To maintain the preferable state of a free market, we need structure and regulation from the government. Taxation provides, among other things, the resources that are necessary to keep the free market running.
In my experience, most libertarians concede that some regulation is needed, but argue that they should only be taxed for services that benefit them directly. This is like demanding that businesses sell their goods to you for exactly what it cost to make them and no more. Just like any business, the government is entitled to “turn a profit” on the services it provides. Just as with a business, these proceeds can be reinvested, resulting in greater productivity and efficiency that ultimately benefit all members of society.
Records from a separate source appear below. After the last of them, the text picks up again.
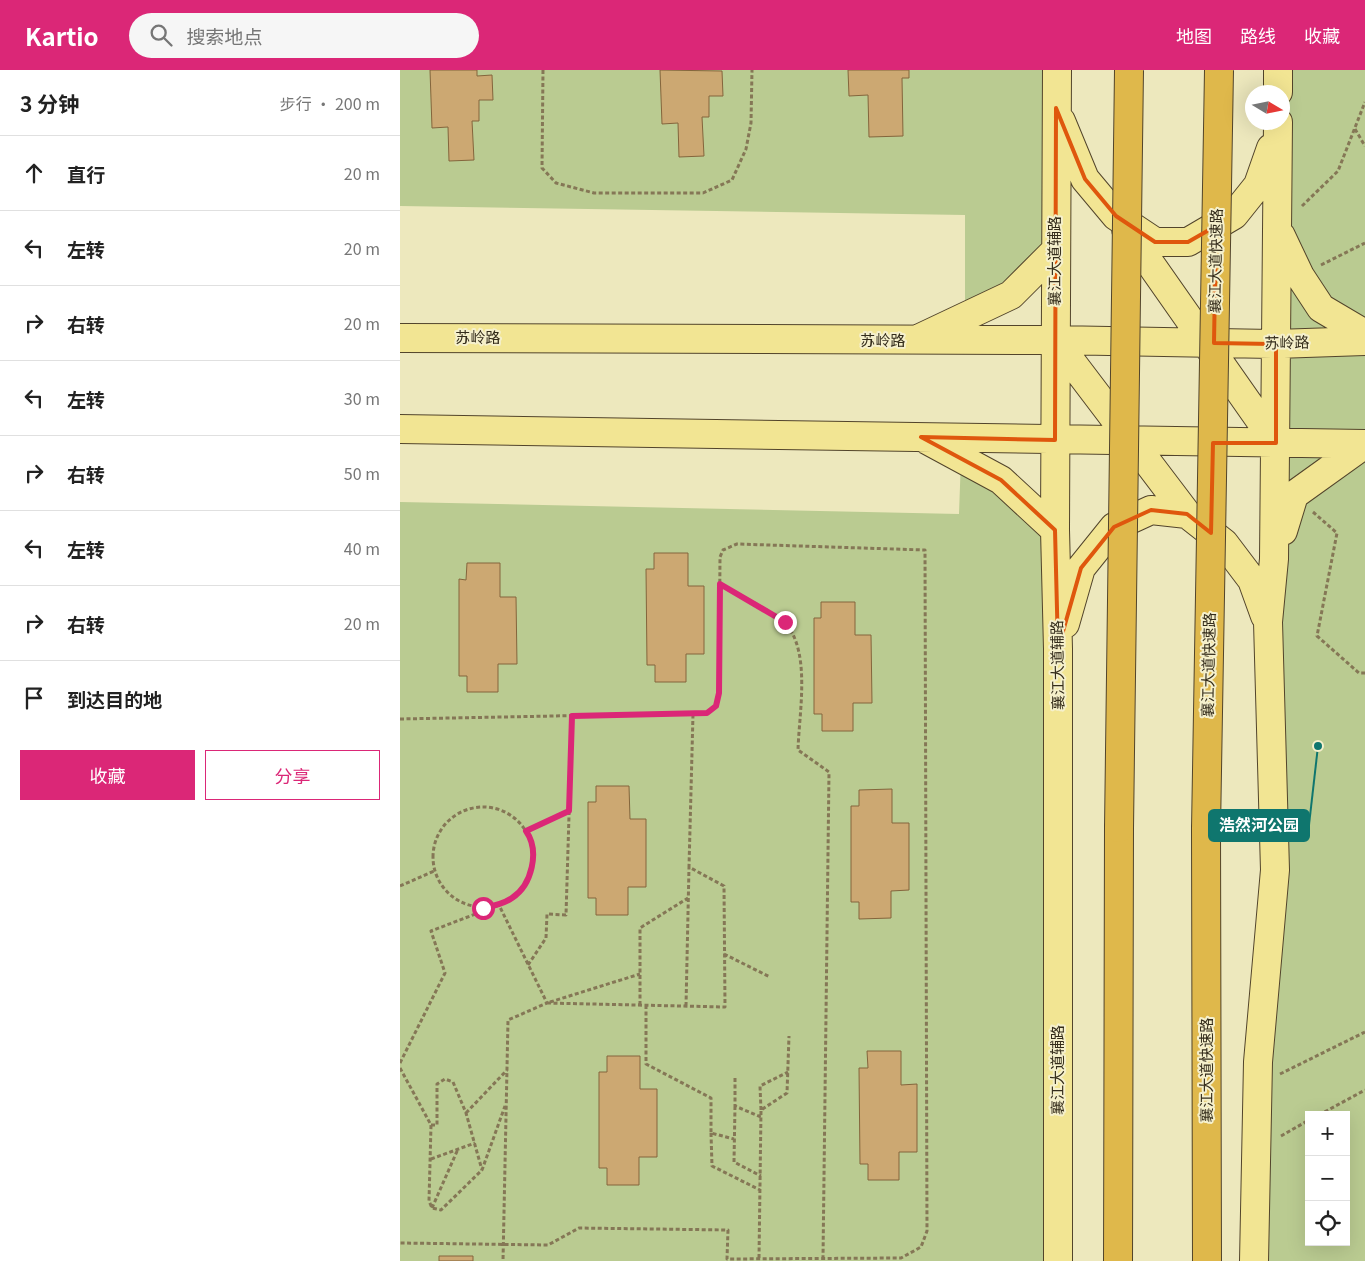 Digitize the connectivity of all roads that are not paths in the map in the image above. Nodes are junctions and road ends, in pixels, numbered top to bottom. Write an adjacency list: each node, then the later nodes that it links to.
1 (1057, 70): 6 (main road, 襄江大道辅路)
2 (1129, 70): 31 (highway, bridge)
3 (1219, 70): 32 (highway, 襄江大道快速路, bridge)
4 (1278, 70): 5 (main road)
5 (1278, 85)
6 (1056, 108): 9 (main road); 11 (main road, 襄江大道辅路)
7 (1276, 130): 9 (main road)
8 (1278, 130): 10 (main road)
9 (1116, 216): 17 (main road)
10 (1278, 230): 12 (main road); 18 (main road)
11 (1056, 250): 14 (main road, 襄江大道辅路); 15 (main road)
12 (1365, 334)
13 (400, 338): 15 (main road, 苏岭路)
14 (1055, 340): 15 (main road, 苏岭路); 17 (main road, 苏岭路); 21 (main road, 襄江大道辅路); 22 (main road)
15 (914, 341)
16 (1365, 341): 18 (main road, 苏岭路)
17 (1205, 343): 18 (main road, 苏岭路); 23 (main road)
18 (1276, 344): 23 (main road)
19 (400, 430): 20 (main road)
20 (921, 437): 21 (main road); 26 (main road)
21 (1055, 440): 22 (main road); 26 (main road, 襄江大道辅路)
22 (1132, 441): 23 (main road); 25 (main road)
23 (1276, 443): 24 (main road); 27 (main road)
24 (1365, 444): 27 (main road)
25 (1187, 514): 28 (main road); 29 (main road)
26 (1055, 530): 29 (main road, 襄江大道辅路)
27 (1274, 559): 28 (main road)
28 (1268, 622): 33 (main road)
29 (1058, 649): 30 (main road, 襄江大道辅路)
30 (1058, 1261)
31 (1118, 1261)
32 (1207, 1261)
33 (1254, 1261) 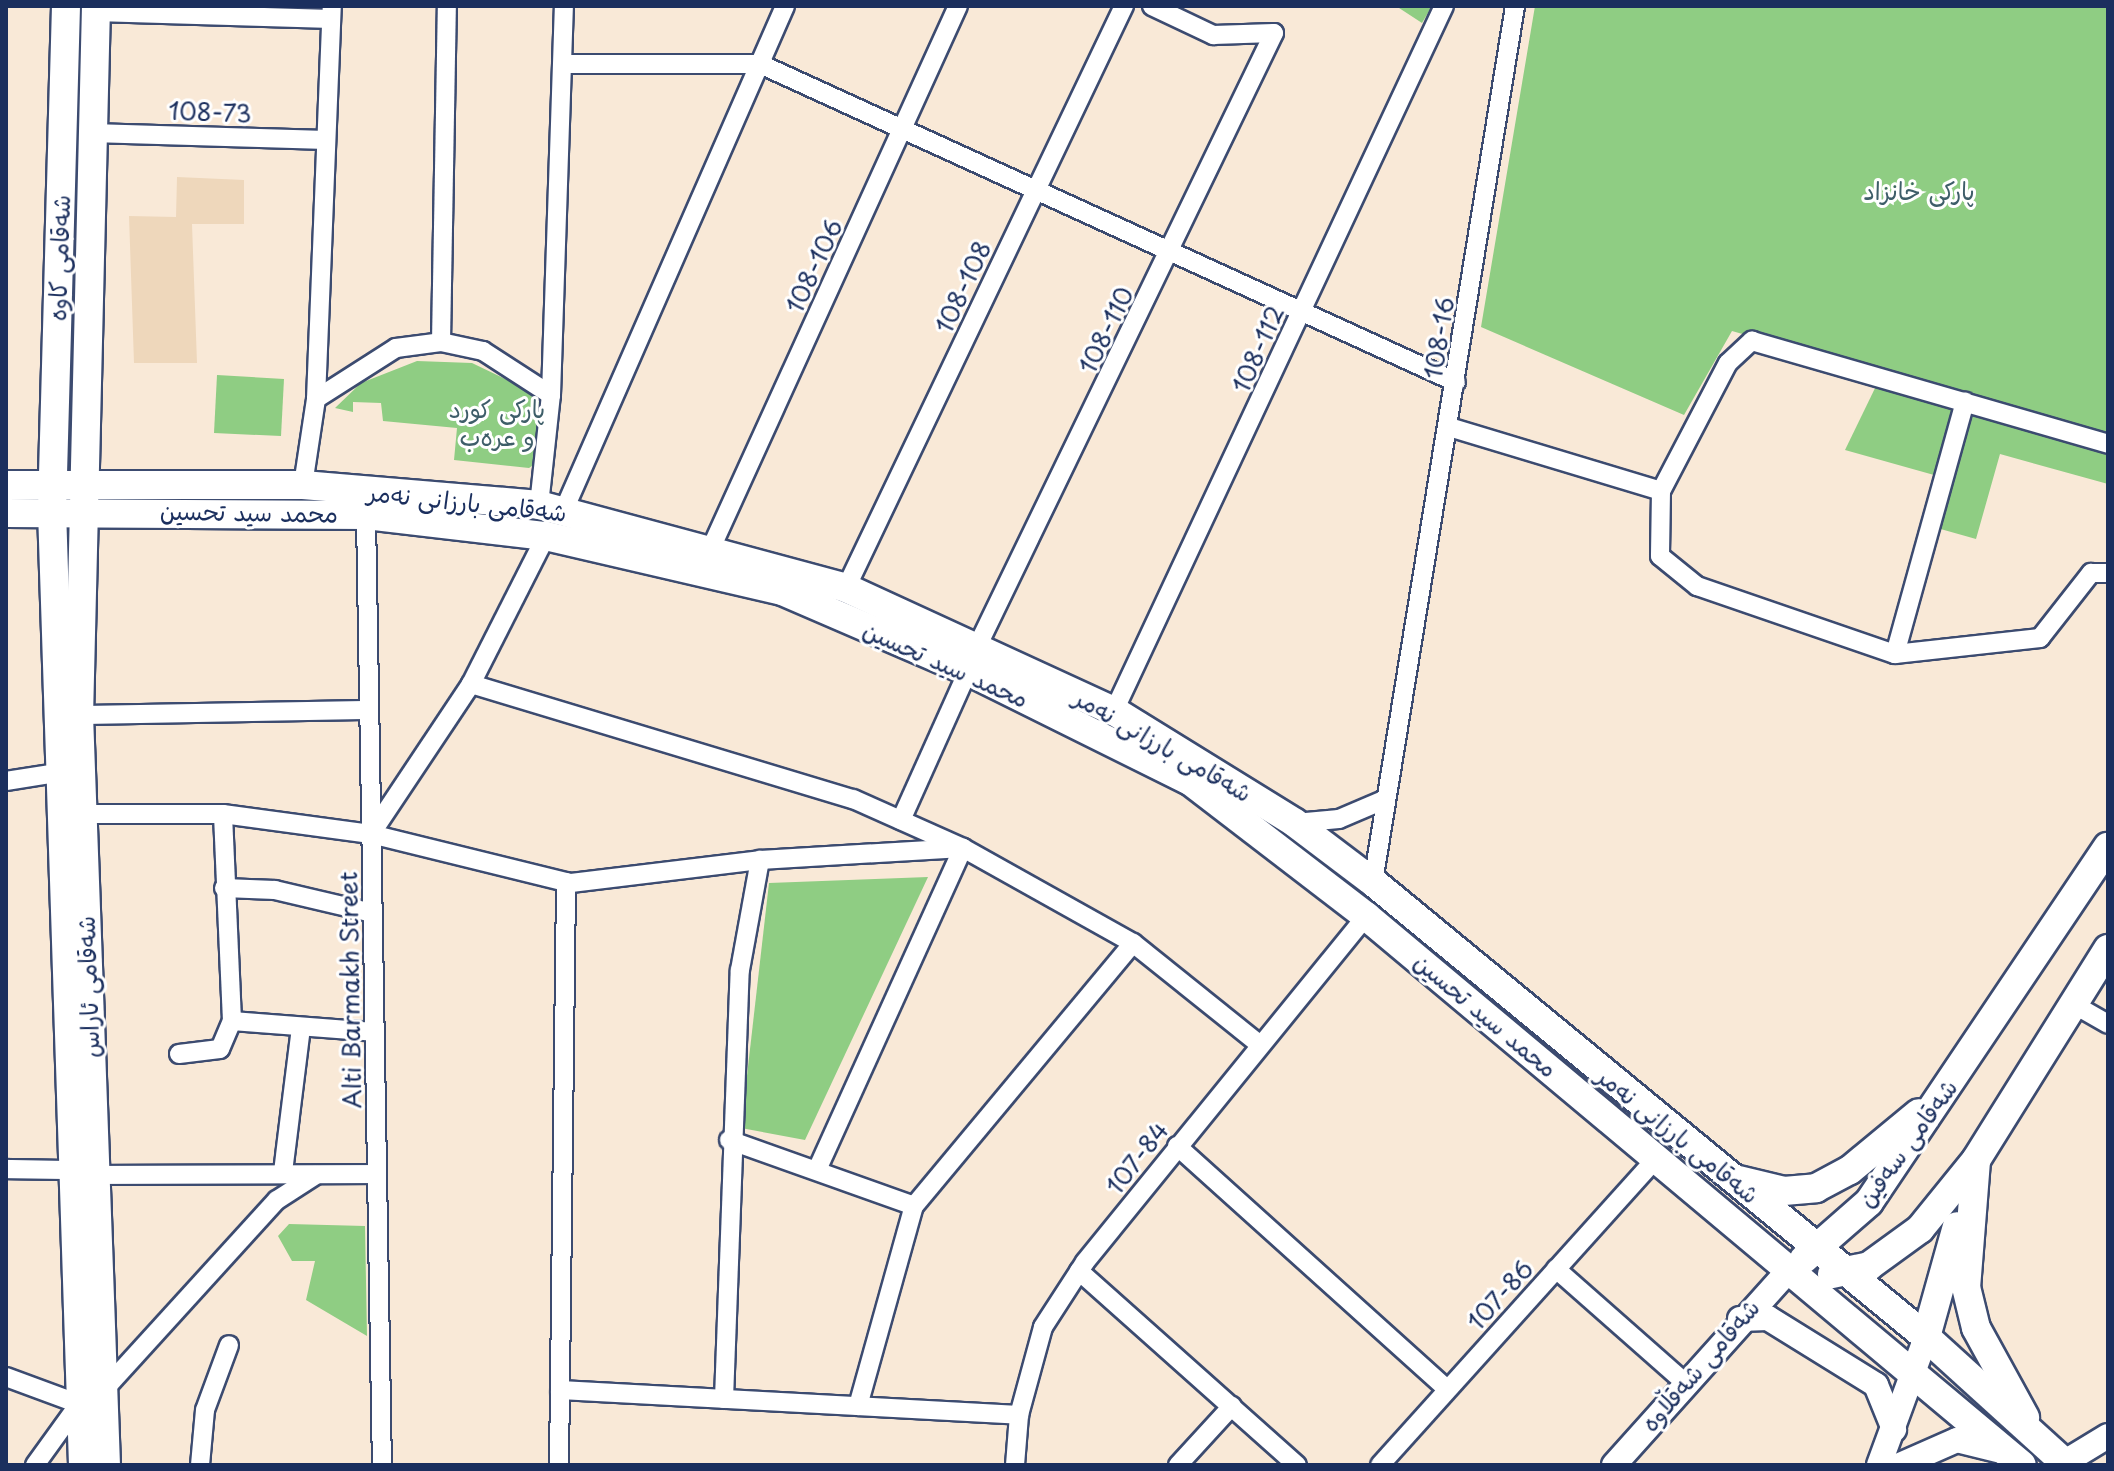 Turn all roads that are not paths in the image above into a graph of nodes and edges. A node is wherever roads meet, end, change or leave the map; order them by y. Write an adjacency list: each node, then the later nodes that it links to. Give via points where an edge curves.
1 (66, 6): 14 (main road, شەقامی کاوە)
2 (447, 6): 22 (street)
3 (564, 6): 12 (street)
4 (785, 6): 13 (street)
5 (958, 6): 16 (street, 108-106)
6 (1124, 6): 19 (street, 108-108)
7 (1152, 6): 20 (street, 108-110, via 1213,35 1274,33)
8 (1444, 6): 21 (street, 108-112)
9 (1515, 6): 23 (street, 108-16)
10 (96, 9): 11 (street); 15 (main road, شەقامی کاوە)
11 (332, 12): 18 (street)
12 (564, 64): 13 (street); 24 (street)
13 (760, 64): 16 (street); 33 (street)
14 (63, 95): 15 (main road); 32 (main road, شەقامی کاوە)
15 (93, 96): 17 (main road, شەقامی کاوە)
16 (903, 129): 19 (street); 37 (street, 108-106)
17 (92, 133): 18 (street, 108-73); 32 (main road, شەقامی کاوە)
18 (326, 140): 25 (street)
19 (1036, 190): 20 (street); 39 (street, 108-108)
20 (1171, 252): 21 (street); 41 (street, 108-110)
21 (1302, 311): 23 (street); 44 (street, 108-112)
22 (441, 342): 24 (street, via 483,351); 25 (street, via 396,348)
23 (1456, 382): 27 (street, 108-16)
24 (551, 395): 33 (street)
25 (316, 399): 30 (street)
26 (1965, 402): 28 (street); 31 (street, via 1752,341 1728,363); 40 (street)
27 (1449, 427): 31 (street); 48 (street, 108-16)
28 (2108, 444)
29 (6, 485): 32 (main road, شەقامی بارزانی نەمر)
30 (303, 485): 32 (main road, شەقامی بارزانی نەمر); 33 (main road, شەقامی بارزانی نەمر)
31 (1661, 491): 40 (street, via 1660,556 1697,586)
32 (66, 496): 34 (main road, محمد سید تحسین); 35 (main road, محمد سید تحسین); 45 (main road, شەقامی ئاراس); 46 (main road, شەقامی ئاراس)
33 (551, 508): 37 (main road, شەقامی بارزانی نەمر)
34 (6, 513)
35 (366, 515): 36 (main road, محمد سید تحسین); 43 (street, Alti Barmakh Street)
36 (546, 536): 41 (main road, محمد سید تحسین, via 782,591); 42 (street)
37 (712, 546): 39 (main road, شەقامی بارزانی نەمر)
38 (2108, 573): 40 (street, via 2091,573 2040,638)
39 (846, 588): 41 (main road, شەقامی بارزانی نەمر)
40 (1895, 654)
41 (973, 659): 44 (main road, شەقامی بارزانی نەمر); 51 (street, 108-110); 61 (main road, محمد سید تحسین, via 1190,781)
42 (471, 684): 51 (street); 53 (street)
43 (369, 710): 45 (street); 53 (street, Alti Barmakh Street)
44 (1114, 711): 52 (main road, شەقامی بارزانی نەمر)
45 (79, 715): 49 (main road, شەقامی ئاراس)
46 (57, 773): 47 (street); 79 (main road, شەقامی ئاراس)
47 (6, 781)
48 (1386, 799): 52 (street, via 1339,819); 58 (street, 108-16)
49 (82, 814): 50 (street); 79 (main road, شەقامی ئاراس)
50 (223, 814): 53 (street); 59 (street)
51 (901, 820): 55 (street)
52 (1295, 823): 58 (main road, شەقامی بارزانی نەمر)
53 (371, 834): 57 (street); 60 (street, Alti Barmakh Street)
54 (2108, 847): 71 (main road, شەقامی سەفین)
55 (963, 848): 56 (street); 62 (street); 76 (street)
56 (760, 860): 57 (street); 72 (street, via 740,970)
57 (566, 882): 98 (street)
58 (1373, 882): 82 (main road, شەقامی بارزانی نەمر)
59 (224, 888): 60 (street, via 275,890); 65 (street)
60 (372, 913): 68 (street, Alti Barmakh Street)
61 (1366, 916): 69 (street, 107-84); 74 (main road, محمد سید تحسین)
62 (1133, 943): 69 (street); 84 (street)
63 (2108, 949): 64 (main road)
64 (2073, 1004): 66 (street); 75 (main road)
65 (232, 1021): 67 (street); 70 (street, via 220,1049)
66 (2108, 1024)
67 (301, 1027): 68 (street); 78 (street)
68 (374, 1032): 80 (street, Alti Barmakh Street)
69 (1258, 1043): 73 (street, 107-84)
70 (179, 1054)
71 (1947, 1090): 82 (main road, via 1850,1170 1816,1188 1784,1191); 83 (main road, شەقامی سەفین)
72 (729, 1140): 76 (street); 100 (street)
73 (1177, 1146): 88 (street, 107-84); 97 (street)
74 (1657, 1157): 86 (street, 107-86); 87 (main road, محمد سید تحسین)
75 (1976, 1160): 89 (main road, via 1906,1244); 91 (main road); 106 (main road, via 1966,1287 1976,1328)
76 (818, 1167): 84 (street)
77 (6, 1169): 79 (street)
78 (283, 1172): 79 (street); 81 (street)
79 (83, 1173): 99 (main road, شەقامی ئاراس)
80 (377, 1174): 81 (street); 113 (street, Alti Barmakh Street)
81 (316, 1175): 99 (street, via 277,1200)
82 (1727, 1176): 85 (main road, شەقامی بارزانی نەمر)
83 (1869, 1202): 85 (main road, شەقامی سەفین); 89 (main road)
84 (914, 1206): 101 (street)
85 (1818, 1249): 87 (main road, شەقامی سەفین); 89 (main road, شەقامی بارزانی نەمر)
86 (1556, 1269): 96 (street); 97 (street, 107-86)
87 (1790, 1269): 89 (main road); 90 (main road, شەقامی شەقڵاوە); 93 (main road, محمد سید تحسین)
88 (1079, 1271): 102 (street); 103 (street, 107-84, via 1043,1327)
89 (1848, 1273): 91 (main road, شەقامی بارزانی نەمر); 93 (main road, via 1857,1308)
90 (1740, 1319): 96 (main road, شەقامی شەقڵاوە); 104 (main road, via 1768,1318 1876,1385)
91 (1926, 1337): 94 (main road); 106 (main road, شەقامی بارزانی نەمر)
92 (229, 1345): 112 (street, via 205,1410)
93 (1887, 1348): 94 (main road, محمد سید تحسین)
94 (1915, 1371): 104 (main road); 107 (main road, محمد سید تحسین)
95 (9, 1381): 99 (street)
96 (1684, 1382): 119 (main road, شەقامی شەقڵاوە)
97 (1447, 1389): 118 (street, 107-86)
98 (560, 1390): 100 (street); 114 (street)
99 (91, 1398): 109 (street); 110 (main road, شەقامی ئاراس); 111 (main road, شەقامی ئاراس)
100 (724, 1399): 101 (street)
101 (858, 1406): 103 (street)
102 (1232, 1406): 116 (street); 117 (street)
103 (1019, 1415): 115 (street, 107-84)
104 (1894, 1429): 120 (main road)
105 (2108, 1436): 108 (main road)
106 (2038, 1438): 108 (main road, شەقامی بارزانی نەمر)
107 (2015, 1459): 121 (main road, via 1957,1440)
108 (2066, 1464)
109 (35, 1465)
110 (83, 1465)
111 (106, 1465)
112 (200, 1465)
113 (382, 1465)
114 (559, 1465)
115 (1015, 1465)
116 (1178, 1465)
117 (1297, 1465)
118 (1380, 1465)
119 (1614, 1465)
120 (1879, 1465)
121 (1900, 1465)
Of course, elected governments can spend tax money unwisely, on pork or boondoggles, and we as citizens have every right to complain about this and to oust officeholders who abuse the public trust. But the solution is not to abolish taxation, just as the solution to corporate fraud and malfeasance is not to ban all corporations. Any power can be abused, but that is not a reason to get rid of all power, which is impossible in any case. If taxes are spent unwisely or wasted, the answer is to elect better politicians or put in place more stringent legislative safeguards.